Collaborative Computation Offloading in the Multi-UAV Fleeted Mobile Edge Computing Network via Connected Dominating Set
Xiaohan Qi, Jingzheng Chong, Qinyu Zhang, Zhihua Yang
Abstract
In these years, Unmanned Aerial Vehicle (UAV) is widely employed as a flying server into the Mobile Edge Computing (MEC) network to carry stochastic computation task offloaded from mobile users. However, currently, much efforts are made on the individual computation capability of each UAV during the offloading task, while neglecting the coordination advantage of multiple UAVs in a fleeted way, leading to low efficiency on computing massive bursty data. In this work, therefore, we propose a twofold computation offloading mechanism in a collaborative way for a multi-UAV assisted MEC network using the Connected Dominating Set (CDS).
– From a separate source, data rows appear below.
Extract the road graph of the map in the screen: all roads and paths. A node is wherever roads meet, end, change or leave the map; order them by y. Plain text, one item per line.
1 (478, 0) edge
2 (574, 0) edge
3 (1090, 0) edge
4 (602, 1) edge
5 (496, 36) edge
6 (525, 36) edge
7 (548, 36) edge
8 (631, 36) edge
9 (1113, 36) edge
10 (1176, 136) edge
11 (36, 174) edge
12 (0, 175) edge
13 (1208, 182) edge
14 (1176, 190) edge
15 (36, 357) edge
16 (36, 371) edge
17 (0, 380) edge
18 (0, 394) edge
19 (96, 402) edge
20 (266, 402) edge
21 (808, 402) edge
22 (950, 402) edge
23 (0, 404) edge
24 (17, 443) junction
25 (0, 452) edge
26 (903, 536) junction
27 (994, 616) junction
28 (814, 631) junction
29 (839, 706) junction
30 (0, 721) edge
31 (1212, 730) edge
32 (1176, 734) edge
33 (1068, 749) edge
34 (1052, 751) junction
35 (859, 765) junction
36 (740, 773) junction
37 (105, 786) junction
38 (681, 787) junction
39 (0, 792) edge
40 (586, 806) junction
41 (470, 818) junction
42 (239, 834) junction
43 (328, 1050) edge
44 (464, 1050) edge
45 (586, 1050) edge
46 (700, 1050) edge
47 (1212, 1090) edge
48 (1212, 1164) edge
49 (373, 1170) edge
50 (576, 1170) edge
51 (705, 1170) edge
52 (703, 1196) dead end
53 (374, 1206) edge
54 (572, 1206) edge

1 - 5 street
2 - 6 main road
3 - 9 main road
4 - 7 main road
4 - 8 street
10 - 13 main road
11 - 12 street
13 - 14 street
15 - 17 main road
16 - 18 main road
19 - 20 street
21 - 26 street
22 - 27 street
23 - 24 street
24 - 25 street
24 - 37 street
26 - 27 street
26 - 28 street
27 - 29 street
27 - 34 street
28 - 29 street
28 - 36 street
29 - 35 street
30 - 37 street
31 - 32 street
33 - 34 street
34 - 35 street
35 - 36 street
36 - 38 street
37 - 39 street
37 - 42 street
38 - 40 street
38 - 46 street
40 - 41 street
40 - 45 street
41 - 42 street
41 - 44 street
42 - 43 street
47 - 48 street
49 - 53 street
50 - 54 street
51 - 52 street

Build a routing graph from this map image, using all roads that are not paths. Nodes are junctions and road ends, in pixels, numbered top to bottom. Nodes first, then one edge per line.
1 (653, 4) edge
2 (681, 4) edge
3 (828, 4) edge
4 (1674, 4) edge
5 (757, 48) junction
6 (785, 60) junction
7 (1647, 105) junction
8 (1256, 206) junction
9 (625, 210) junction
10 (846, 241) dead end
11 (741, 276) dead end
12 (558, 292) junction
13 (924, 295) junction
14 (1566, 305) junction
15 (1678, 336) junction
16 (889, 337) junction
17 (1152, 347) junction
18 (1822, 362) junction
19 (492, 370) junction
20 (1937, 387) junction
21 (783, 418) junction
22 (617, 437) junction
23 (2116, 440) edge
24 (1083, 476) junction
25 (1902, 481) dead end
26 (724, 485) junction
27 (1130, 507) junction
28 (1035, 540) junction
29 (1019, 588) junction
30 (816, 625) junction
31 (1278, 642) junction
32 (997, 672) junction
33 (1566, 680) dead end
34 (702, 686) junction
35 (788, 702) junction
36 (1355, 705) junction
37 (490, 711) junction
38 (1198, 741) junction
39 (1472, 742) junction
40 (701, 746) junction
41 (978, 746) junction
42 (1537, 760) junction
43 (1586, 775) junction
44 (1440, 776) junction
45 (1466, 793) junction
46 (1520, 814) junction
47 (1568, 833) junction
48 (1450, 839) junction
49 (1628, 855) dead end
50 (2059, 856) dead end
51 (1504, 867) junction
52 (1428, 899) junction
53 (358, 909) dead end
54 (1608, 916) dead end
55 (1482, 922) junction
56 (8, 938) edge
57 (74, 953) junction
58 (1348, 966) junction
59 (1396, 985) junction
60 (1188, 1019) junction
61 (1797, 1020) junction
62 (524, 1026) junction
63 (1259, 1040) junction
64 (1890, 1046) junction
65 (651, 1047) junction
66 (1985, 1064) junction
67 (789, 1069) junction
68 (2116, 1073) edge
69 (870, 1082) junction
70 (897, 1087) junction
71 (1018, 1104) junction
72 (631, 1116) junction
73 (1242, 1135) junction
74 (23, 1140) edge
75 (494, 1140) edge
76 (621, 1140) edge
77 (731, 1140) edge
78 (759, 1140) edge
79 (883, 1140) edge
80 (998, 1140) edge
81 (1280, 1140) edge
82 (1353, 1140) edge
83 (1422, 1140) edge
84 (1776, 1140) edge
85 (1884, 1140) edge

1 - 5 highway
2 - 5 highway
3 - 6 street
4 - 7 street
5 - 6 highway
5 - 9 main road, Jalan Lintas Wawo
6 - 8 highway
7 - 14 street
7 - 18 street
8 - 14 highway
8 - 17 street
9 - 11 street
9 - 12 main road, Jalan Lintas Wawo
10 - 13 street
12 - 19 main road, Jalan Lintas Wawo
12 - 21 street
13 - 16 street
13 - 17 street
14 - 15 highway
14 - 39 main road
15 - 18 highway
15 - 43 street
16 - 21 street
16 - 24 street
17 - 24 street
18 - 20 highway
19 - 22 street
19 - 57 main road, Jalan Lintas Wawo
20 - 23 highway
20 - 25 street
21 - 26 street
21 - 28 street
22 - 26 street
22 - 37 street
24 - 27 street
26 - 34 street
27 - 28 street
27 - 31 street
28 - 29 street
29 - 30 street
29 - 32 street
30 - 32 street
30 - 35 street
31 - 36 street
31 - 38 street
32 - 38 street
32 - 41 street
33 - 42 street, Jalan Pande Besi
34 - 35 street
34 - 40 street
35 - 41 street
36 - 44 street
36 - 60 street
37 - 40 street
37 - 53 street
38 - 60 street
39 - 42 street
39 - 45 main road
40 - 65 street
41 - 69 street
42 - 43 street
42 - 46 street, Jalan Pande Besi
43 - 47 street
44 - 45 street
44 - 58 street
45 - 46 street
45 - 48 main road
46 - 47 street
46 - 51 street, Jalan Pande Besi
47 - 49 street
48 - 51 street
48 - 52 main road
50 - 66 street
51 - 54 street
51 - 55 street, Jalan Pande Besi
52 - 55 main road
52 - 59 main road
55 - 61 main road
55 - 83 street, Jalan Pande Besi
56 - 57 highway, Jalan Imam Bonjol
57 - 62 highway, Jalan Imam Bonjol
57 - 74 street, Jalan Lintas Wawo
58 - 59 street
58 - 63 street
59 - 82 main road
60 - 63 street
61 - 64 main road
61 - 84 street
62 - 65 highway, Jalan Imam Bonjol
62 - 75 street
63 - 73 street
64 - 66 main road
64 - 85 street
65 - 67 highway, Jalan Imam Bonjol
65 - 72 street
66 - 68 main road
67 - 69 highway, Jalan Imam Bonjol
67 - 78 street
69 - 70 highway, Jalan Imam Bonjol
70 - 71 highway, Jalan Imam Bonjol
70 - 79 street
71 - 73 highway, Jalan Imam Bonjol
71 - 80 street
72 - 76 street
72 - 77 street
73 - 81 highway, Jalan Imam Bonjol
In particular, we solve a system energy efficiency-maximizing optimization problem by using a well-tailored Alternating Direction Method of Multipliers (ADMM) algorithm and Lyapunov optimization. In the proposed mechanism, we develop a two-stage computation task partitioning strategy and a user scheduling scheme with optimized UAV trajectory via designing a CDS virtual backbone network. The numerical results indicate that the superiority of our proposed mechanism compared with the benchmark algorithm.